To wrap up Letters Week, I draw your attention to an incredible project: the online, searchable archive of all of Vincent van Gogh’s letters. The complete correspondence was recently published in a deluxe edition with a neat list price of $600. (At six volumes illustrated with 2,000 works of art, it seems fair, especially at the discounted price of $480; there’s another complete, less lavish version available for just $63.) The letter excerpted below, written to his brother Theo on October 2, 1884, came to my attention in Julian Bell’s review of the new set, and Bell explains the context for it: “[Vincent] has been carrying on with a vulnerable young village woman, to the disgust of his parents, and now she’s tried—not quite successfully, thank God—to poison herself. Theo has written from Paris, upbraiding him. Vincent’s rejoinder to his brother—vehement, outrageous and magnificent—ends up with nine postscripts, and this is from the seventh”:
Now there are people who say to me, ‘what were you doing getting involved with her?’—that’s one fact. Now there are people who say to her, ‘what were you doing getting involved with him?’—that’s a second fact. Apart from that, both she and I have sorrow enough and trouble enough—but regret—neither of us. [ . . . ]
Oh—I’m no friend of present-day Christianity, even though the founder was sublime—I’ve seen through present-day Christianity only too well. It mesmerized me, that icy coldness in my youth—but I’ve had my revenge since then. How? By worshipping the love that they—the theologians—call sin, by respecting a whore etc., and not many would-be respectable, religious ladies. [ . . . ]

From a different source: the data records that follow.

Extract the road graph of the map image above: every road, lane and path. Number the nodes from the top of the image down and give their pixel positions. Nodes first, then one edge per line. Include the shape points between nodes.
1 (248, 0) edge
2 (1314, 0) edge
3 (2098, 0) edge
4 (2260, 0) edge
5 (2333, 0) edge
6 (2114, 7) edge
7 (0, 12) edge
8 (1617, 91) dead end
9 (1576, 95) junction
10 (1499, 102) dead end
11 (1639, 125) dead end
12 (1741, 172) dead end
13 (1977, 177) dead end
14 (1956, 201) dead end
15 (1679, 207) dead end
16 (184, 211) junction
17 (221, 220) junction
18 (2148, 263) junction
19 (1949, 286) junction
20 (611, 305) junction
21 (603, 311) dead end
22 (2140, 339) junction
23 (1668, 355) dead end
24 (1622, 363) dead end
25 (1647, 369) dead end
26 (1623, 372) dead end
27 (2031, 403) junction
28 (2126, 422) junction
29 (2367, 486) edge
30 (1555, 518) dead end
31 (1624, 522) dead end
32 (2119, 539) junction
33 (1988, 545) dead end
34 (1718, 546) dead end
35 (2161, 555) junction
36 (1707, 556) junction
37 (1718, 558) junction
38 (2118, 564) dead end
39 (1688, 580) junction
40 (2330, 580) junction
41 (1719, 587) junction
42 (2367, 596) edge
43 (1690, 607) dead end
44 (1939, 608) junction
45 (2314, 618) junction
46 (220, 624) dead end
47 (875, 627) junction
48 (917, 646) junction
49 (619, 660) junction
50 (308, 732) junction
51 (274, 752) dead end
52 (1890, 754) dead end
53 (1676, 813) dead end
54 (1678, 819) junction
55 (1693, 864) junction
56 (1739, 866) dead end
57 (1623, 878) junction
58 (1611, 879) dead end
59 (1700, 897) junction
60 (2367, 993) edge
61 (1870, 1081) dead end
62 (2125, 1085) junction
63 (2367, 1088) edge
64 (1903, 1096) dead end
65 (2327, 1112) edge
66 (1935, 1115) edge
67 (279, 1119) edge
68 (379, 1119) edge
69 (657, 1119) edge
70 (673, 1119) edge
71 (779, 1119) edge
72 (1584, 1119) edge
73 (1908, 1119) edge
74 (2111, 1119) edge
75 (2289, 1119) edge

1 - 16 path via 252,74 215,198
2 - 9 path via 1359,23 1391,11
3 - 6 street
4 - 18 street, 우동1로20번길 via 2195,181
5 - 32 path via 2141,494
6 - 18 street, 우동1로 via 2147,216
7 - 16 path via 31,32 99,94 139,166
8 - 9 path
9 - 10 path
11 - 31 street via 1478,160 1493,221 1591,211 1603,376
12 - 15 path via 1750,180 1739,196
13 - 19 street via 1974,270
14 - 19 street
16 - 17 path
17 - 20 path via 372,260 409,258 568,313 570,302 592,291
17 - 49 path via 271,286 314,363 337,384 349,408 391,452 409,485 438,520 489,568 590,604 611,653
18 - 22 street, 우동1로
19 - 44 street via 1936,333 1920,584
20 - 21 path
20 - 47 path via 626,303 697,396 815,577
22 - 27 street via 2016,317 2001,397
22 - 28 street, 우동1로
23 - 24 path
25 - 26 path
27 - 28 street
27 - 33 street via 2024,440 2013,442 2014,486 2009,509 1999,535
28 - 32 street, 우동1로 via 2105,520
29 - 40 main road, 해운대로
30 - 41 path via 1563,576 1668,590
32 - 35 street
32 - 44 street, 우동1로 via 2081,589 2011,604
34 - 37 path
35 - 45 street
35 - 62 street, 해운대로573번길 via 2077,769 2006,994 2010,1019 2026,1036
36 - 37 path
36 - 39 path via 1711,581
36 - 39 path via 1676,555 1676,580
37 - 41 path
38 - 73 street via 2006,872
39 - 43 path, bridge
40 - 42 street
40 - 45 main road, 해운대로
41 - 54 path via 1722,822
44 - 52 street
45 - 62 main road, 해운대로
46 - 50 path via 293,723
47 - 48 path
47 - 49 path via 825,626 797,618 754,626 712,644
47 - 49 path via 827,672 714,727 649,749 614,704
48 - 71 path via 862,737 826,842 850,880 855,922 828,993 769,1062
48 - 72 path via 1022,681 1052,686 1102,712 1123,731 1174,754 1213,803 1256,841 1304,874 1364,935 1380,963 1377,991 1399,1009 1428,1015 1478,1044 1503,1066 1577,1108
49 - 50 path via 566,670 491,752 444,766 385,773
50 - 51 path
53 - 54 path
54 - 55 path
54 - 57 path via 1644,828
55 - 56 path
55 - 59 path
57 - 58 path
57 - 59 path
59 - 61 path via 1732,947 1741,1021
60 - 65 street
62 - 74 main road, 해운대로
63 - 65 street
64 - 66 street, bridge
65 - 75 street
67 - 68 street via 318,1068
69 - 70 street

I tell you, if one wants to be active, one mustn’t be afraid to do something wrong sometimes, not afraid to lapse into some mistakes. To be good—many people think that they’ll achieve it by doing no harm—and that’s a lie, and you said yourself in the past that it was a lie. That leads to stagnation, to mediocrity. Just slap something on it when you see a blank canvas staring at you with a sort of imbecility.
You don’t know how paralyzing it is, that stare from a blank canvas that says to the painter you can’t do anything. The canvas has an idiotic stare, and mesmerizes some painters so that they turn into idiots themselves.
Many painters are afraid of the blank canvas, but the blank canvas is afraid of the truly passionate painter who dares—and who has once broken the spell of ‘you can’t’.
Life itself likewise always turns towards one an infinitely meaningless, discouraging, dispiriting blank side on which there is nothing, any more than on a blank canvas.
But however meaningless and vain, however dead life appears, the man of faith, of energy, of warmth, and who knows something, doesn’t let himself be fobbed off like that. He steps in and does something, and hangs on to that, in short, breaks, ‘violates’—they say.
Let them talk, those cold theologians.